▸ **RECORDS FOR THE EXERCISE**
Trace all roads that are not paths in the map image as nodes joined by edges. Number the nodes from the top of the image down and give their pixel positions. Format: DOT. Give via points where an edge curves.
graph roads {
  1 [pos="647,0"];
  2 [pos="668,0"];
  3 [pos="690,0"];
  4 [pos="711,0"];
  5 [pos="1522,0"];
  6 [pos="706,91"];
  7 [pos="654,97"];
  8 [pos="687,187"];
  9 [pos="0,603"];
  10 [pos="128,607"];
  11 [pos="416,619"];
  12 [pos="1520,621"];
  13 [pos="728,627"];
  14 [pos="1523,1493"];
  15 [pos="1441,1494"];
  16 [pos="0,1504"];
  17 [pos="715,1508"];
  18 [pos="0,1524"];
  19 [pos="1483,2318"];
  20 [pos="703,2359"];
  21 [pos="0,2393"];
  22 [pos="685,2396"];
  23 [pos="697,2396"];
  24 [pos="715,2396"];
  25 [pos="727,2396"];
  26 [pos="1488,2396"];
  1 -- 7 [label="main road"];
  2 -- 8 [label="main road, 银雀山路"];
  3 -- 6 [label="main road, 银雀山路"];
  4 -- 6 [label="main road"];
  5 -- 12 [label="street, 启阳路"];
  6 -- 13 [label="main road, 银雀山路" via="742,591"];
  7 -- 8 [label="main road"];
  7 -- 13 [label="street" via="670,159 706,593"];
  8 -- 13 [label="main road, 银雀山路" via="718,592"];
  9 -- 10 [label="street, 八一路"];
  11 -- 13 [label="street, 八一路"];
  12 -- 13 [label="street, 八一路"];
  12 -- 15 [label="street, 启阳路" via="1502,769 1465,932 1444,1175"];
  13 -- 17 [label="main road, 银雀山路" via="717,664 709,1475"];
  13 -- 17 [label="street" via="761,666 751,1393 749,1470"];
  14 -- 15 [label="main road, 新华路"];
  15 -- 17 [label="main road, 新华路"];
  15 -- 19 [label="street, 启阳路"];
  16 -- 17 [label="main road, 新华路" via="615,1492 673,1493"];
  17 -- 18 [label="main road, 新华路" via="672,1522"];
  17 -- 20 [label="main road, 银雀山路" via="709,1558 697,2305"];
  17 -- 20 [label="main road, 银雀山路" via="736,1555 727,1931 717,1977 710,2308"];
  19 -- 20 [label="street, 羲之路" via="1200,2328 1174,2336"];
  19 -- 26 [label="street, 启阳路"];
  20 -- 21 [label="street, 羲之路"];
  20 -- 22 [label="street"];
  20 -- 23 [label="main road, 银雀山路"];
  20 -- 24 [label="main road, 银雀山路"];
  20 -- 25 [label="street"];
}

▸ **TASK TO COMPLETE**
Repeat all of the records, letter for letter.

▸ **TASK RESPONSE**
Trace all roads that are not paths in the map image as nodes joined by edges. Number the nodes from the top of the image down and give their pixel positions. Format: DOT. Give via points where an edge curves.
graph roads {
  1 [pos="647,0"];
  2 [pos="668,0"];
  3 [pos="690,0"];
  4 [pos="711,0"];
  5 [pos="1522,0"];
  6 [pos="706,91"];
  7 [pos="654,97"];
  8 [pos="687,187"];
  9 [pos="0,603"];
  10 [pos="128,607"];
  11 [pos="416,619"];
  12 [pos="1520,621"];
  13 [pos="728,627"];
  14 [pos="1523,1493"];
  15 [pos="1441,1494"];
  16 [pos="0,1504"];
  17 [pos="715,1508"];
  18 [pos="0,1524"];
  19 [pos="1483,2318"];
  20 [pos="703,2359"];
  21 [pos="0,2393"];
  22 [pos="685,2396"];
  23 [pos="697,2396"];
  24 [pos="715,2396"];
  25 [pos="727,2396"];
  26 [pos="1488,2396"];
  1 -- 7 [label="main road"];
  2 -- 8 [label="main road, 银雀山路"];
  3 -- 6 [label="main road, 银雀山路"];
  4 -- 6 [label="main road"];
  5 -- 12 [label="street, 启阳路"];
  6 -- 13 [label="main road, 银雀山路" via="742,591"];
  7 -- 8 [label="main road"];
  7 -- 13 [label="street" via="670,159 706,593"];
  8 -- 13 [label="main road, 银雀山路" via="718,592"];
  9 -- 10 [label="street, 八一路"];
  11 -- 13 [label="street, 八一路"];
  12 -- 13 [label="street, 八一路"];
  12 -- 15 [label="street, 启阳路" via="1502,769 1465,932 1444,1175"];
  13 -- 17 [label="main road, 银雀山路" via="717,664 709,1475"];
  13 -- 17 [label="street" via="761,666 751,1393 749,1470"];
  14 -- 15 [label="main road, 新华路"];
  15 -- 17 [label="main road, 新华路"];
  15 -- 19 [label="street, 启阳路"];
  16 -- 17 [label="main road, 新华路" via="615,1492 673,1493"];
  17 -- 18 [label="main road, 新华路" via="672,1522"];
  17 -- 20 [label="main road, 银雀山路" via="709,1558 697,2305"];
  17 -- 20 [label="main road, 银雀山路" via="736,1555 727,1931 717,1977 710,2308"];
  19 -- 20 [label="street, 羲之路" via="1200,2328 1174,2336"];
  19 -- 26 [label="street, 启阳路"];
  20 -- 21 [label="street, 羲之路"];
  20 -- 22 [label="street"];
  20 -- 23 [label="main road, 银雀山路"];
  20 -- 24 [label="main road, 银雀山路"];
  20 -- 25 [label="street"];
}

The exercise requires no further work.